A. The Company had engaged the Consultant to advise management in the operation of the Company.

 

B. The Company now desires to engage Consultant to act as interim President of the Company.

 

NOW, THEREFORE, the parties hereto hereby agree as follows:

 

1. Appointment of Consultant. The Company hereby appoints Consultant as acting President in addition to his role as a member of the Board of Directors of the Company, and the Consultant hereby accepts such appointment.

 

2. Term. Consultant’s appointment shall be for a period of 90 days from the Effective Date, and will expire automatically on the 90th day anniversary of the Effective Date; provided, however, that either party hereto may terminate such appointment earlier, at any time and with or without Cause (as defined in this Section 2, “Cause”), on ten days written notice to the other party. The period during which the Consultant’s appointment is in effect shall hereinafter be referred to as the “Agreement Term”. Consultant will work with the Company full time during the Agreement Term.

 

Cause” means:

 

a. a good faith determination by the Board of Directors of the Company that the Executive willfully failed to follow the lawful written directions of the Board of Directors of the Company; provided that no termination for Cause shall occur unless the Executive: (i) has been provided with notice of the Company’s intention to terminate the Executive for Cause, and (ii) has had at least 30 days to cure or correct his behavior; or

 

b. engagement in gross misconduct which is materially detrimental to the Company; provided that no termination for Cause shall occur unless the Executive: (i) has been provided with notice of the Company’s intention to terminate the Executive for Cause, and (ii) has had at least 30 days to cure or correct his behavior; or

 

c. willful failure or refusal to comply in any material respect to the Company’s Confidentiality and/or Proprietary Rights Agreement, the Company’s insider trading policy, or any other reasonable policies of the Company where non-compliance would be materially detrimental to the Company; provided that no termination for Cause shall occur unless the Executive: (i) has been provided with notice of the Company’s intention to terminate the Executive for Cause, and (ii) has had at least 30 days to cure or correct his behavior; or


d. conviction of a felony or crime involving moral turpitude or commission of a fraud which the Board of Directors of the Company reasonably believes would reflect adversely on the Company.

 

3. Fee.

 

  A. Consultant shall be paid a fee of $30,000 in consideration for Consultant’s services from July 25, 2005 until August 26, 2005.

 

4. Independent Contractor.
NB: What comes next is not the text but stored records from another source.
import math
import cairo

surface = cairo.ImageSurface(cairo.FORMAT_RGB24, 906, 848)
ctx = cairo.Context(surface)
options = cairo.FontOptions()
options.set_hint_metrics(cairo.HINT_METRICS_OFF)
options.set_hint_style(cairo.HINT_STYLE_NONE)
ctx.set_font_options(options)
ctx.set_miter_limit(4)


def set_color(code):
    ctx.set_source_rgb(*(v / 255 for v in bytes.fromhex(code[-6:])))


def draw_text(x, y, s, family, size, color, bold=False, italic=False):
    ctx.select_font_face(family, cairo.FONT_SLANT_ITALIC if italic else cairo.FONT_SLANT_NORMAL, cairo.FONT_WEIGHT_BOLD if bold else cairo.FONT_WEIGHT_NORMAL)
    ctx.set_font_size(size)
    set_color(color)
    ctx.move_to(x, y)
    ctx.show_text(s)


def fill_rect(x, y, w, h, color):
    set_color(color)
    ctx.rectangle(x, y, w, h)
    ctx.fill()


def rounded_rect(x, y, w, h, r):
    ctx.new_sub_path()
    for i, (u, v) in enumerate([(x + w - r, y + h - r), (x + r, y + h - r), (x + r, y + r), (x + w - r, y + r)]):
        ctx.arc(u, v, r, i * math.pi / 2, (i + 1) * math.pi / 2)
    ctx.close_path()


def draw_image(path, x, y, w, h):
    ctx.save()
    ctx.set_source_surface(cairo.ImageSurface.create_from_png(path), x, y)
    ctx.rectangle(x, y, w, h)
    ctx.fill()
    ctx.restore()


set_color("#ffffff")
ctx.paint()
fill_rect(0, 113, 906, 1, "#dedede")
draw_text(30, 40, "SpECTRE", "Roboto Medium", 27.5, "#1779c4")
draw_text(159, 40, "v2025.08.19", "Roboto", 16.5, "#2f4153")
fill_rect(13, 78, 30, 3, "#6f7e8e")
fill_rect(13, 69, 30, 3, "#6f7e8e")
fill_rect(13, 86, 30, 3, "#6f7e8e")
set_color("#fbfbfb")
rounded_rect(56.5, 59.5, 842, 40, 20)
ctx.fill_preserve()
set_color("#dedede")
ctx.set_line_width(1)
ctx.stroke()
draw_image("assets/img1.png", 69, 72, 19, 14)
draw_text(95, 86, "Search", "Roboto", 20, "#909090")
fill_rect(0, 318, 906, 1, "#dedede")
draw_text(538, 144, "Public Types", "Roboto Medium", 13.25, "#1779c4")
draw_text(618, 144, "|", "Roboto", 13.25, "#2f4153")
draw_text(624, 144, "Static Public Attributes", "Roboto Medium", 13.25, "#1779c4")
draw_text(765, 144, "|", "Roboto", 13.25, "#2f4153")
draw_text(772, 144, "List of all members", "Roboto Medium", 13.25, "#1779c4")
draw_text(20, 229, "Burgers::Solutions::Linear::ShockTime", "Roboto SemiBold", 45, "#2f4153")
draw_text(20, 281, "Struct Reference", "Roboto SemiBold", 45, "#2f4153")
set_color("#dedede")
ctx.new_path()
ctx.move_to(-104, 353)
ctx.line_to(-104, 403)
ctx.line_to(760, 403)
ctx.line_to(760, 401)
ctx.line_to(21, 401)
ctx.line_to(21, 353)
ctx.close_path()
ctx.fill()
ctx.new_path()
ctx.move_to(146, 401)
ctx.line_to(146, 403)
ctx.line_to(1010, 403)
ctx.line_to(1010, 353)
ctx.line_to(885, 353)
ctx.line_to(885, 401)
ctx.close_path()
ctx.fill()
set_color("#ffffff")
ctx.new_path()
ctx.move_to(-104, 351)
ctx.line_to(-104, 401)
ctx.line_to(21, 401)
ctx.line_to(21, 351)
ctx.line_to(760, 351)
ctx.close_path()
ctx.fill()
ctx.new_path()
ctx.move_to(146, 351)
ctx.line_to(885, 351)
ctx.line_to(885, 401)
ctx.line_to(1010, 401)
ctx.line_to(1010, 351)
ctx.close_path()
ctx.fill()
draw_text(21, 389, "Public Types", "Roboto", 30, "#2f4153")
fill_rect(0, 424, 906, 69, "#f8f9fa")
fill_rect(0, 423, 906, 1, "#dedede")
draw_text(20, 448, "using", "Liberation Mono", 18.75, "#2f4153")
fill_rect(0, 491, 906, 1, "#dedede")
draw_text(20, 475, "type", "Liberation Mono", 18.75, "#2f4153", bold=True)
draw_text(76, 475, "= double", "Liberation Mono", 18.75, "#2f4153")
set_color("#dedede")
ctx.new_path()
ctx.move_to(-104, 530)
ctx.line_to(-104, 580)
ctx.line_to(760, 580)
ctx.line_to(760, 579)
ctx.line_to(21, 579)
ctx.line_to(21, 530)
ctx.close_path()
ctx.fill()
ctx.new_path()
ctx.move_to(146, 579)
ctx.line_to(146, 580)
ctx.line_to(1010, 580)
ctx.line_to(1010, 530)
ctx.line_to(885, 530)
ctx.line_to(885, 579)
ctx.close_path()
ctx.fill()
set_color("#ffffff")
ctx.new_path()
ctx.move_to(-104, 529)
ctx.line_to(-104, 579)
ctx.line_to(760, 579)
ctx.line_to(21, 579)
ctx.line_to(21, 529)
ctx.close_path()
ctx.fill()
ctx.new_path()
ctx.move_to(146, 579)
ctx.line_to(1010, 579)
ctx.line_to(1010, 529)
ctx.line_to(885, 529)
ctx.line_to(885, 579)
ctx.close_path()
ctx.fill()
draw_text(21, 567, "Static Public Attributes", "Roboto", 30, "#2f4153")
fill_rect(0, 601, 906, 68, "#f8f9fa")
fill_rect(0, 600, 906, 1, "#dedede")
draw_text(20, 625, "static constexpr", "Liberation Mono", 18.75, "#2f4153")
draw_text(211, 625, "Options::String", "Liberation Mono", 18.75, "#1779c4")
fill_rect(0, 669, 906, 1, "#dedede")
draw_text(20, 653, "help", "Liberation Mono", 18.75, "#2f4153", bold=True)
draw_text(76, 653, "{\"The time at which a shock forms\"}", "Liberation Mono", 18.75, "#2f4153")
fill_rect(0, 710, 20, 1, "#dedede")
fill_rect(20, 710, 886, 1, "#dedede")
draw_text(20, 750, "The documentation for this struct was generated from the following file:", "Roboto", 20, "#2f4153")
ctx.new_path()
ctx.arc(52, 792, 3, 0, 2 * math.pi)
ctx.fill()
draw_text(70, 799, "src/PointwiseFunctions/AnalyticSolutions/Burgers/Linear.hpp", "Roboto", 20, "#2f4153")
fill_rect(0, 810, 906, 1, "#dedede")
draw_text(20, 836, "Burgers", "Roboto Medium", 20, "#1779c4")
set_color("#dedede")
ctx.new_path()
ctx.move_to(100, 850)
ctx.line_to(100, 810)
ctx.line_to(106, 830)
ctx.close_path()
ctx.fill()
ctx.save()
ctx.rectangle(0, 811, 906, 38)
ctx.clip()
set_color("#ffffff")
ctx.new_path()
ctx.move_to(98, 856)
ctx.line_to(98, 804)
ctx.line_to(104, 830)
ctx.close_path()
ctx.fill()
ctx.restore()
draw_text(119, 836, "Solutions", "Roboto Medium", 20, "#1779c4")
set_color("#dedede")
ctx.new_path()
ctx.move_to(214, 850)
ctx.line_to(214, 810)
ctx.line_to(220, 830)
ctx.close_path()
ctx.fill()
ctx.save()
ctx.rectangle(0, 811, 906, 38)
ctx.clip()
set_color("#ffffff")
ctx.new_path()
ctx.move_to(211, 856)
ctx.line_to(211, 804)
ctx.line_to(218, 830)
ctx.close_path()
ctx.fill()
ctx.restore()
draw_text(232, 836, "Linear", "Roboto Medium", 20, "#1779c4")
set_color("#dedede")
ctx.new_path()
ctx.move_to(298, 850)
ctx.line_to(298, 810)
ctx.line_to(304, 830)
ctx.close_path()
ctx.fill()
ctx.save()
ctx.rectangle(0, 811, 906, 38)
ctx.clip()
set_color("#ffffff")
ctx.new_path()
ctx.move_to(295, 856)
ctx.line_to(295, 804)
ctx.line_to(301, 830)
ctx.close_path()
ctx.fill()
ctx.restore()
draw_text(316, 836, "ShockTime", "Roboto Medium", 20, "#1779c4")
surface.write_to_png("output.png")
Consultant is an independent contractor of the Company and not an employee.

 

5. Notice. Any notice required or permitted hereunder may be given by certified mail, return receipt requested, or by express mail, to the party to whom it is to be given at the address set forth below such party’s signature to this Agreement, and if so given shall be deemed given on the day mailed.

 

6. Governing Law. This Agreement shall be governed by, and construed in accordance with, the law of the State of California, excluding that body of law relating to conflicts of law.

 

7. Entire Agreement. This Agreement constitutes the full and complete understanding and agreement of the parties hereto with respect to the subject matter hereof and supersedes any and all prior understandings and agreements of the parties with respect to the same subject matter, whether oral or written. This Agreement can only be amended if set forth in writing in a document signed by the parties hereto.

 

IN WITNESS WHEREOF, the parties hereto have executed this Agreement as of the date first written above.

 

KANA SOFTWARE, INC.
By:  

/s/ John Thompson


    John Thompson
    Chief Financial Officer
    181 Constitution Drive
    Menlo Park, CA 94025
CONSULTANT

/s/ Michael S. Fields


Michael S. Fields
[Address]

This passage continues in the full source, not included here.